▶ **INPUT MATERIAL**
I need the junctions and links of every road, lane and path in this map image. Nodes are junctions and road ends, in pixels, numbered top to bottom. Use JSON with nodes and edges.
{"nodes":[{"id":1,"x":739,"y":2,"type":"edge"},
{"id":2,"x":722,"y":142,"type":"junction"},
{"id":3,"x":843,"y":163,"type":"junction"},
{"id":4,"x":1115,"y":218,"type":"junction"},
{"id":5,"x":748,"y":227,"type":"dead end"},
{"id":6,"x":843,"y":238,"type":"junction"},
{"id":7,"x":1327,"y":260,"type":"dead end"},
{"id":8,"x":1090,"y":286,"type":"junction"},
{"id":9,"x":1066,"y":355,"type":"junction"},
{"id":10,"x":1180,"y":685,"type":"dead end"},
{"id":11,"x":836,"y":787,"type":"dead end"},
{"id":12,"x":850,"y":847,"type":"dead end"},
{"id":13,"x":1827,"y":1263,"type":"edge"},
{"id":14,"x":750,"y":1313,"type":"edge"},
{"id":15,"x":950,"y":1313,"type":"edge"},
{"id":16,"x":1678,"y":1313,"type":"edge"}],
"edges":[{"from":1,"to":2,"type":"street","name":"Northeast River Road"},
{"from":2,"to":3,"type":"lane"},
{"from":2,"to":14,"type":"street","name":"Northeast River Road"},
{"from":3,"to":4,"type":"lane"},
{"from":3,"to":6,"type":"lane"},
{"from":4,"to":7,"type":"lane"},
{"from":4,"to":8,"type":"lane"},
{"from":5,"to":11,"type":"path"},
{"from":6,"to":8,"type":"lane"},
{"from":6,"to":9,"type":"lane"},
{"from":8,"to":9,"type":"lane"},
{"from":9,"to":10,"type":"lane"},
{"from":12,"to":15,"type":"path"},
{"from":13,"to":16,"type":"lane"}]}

▶ **REQUIREMENT**
Everything in the records must be returned exactly.

▶ **TASK RESULT**
I need the junctions and links of every road, lane and path in this map image. Nodes are junctions and road ends, in pixels, numbered top to bottom. Use JSON with nodes and edges.
{"nodes":[{"id":1,"x":739,"y":2,"type":"edge"},
{"id":2,"x":722,"y":142,"type":"junction"},
{"id":3,"x":843,"y":163,"type":"junction"},
{"id":4,"x":1115,"y":218,"type":"junction"},
{"id":5,"x":748,"y":227,"type":"dead end"},
{"id":6,"x":843,"y":238,"type":"junction"},
{"id":7,"x":1327,"y":260,"type":"dead end"},
{"id":8,"x":1090,"y":286,"type":"junction"},
{"id":9,"x":1066,"y":355,"type":"junction"},
{"id":10,"x":1180,"y":685,"type":"dead end"},
{"id":11,"x":836,"y":787,"type":"dead end"},
{"id":12,"x":850,"y":847,"type":"dead end"},
{"id":13,"x":1827,"y":1263,"type":"edge"},
{"id":14,"x":750,"y":1313,"type":"edge"},
{"id":15,"x":950,"y":1313,"type":"edge"},
{"id":16,"x":1678,"y":1313,"type":"edge"}],
"edges":[{"from":1,"to":2,"type":"street","name":"Northeast River Road"},
{"from":2,"to":3,"type":"lane"},
{"from":2,"to":14,"type":"street","name":"Northeast River Road"},
{"from":3,"to":4,"type":"lane"},
{"from":3,"to":6,"type":"lane"},
{"from":4,"to":7,"type":"lane"},
{"from":4,"to":8,"type":"lane"},
{"from":5,"to":11,"type":"path"},
{"from":6,"to":8,"type":"lane"},
{"from":6,"to":9,"type":"lane"},
{"from":8,"to":9,"type":"lane"},
{"from":9,"to":10,"type":"lane"},
{"from":12,"to":15,"type":"path"},
{"from":13,"to":16,"type":"lane"}]}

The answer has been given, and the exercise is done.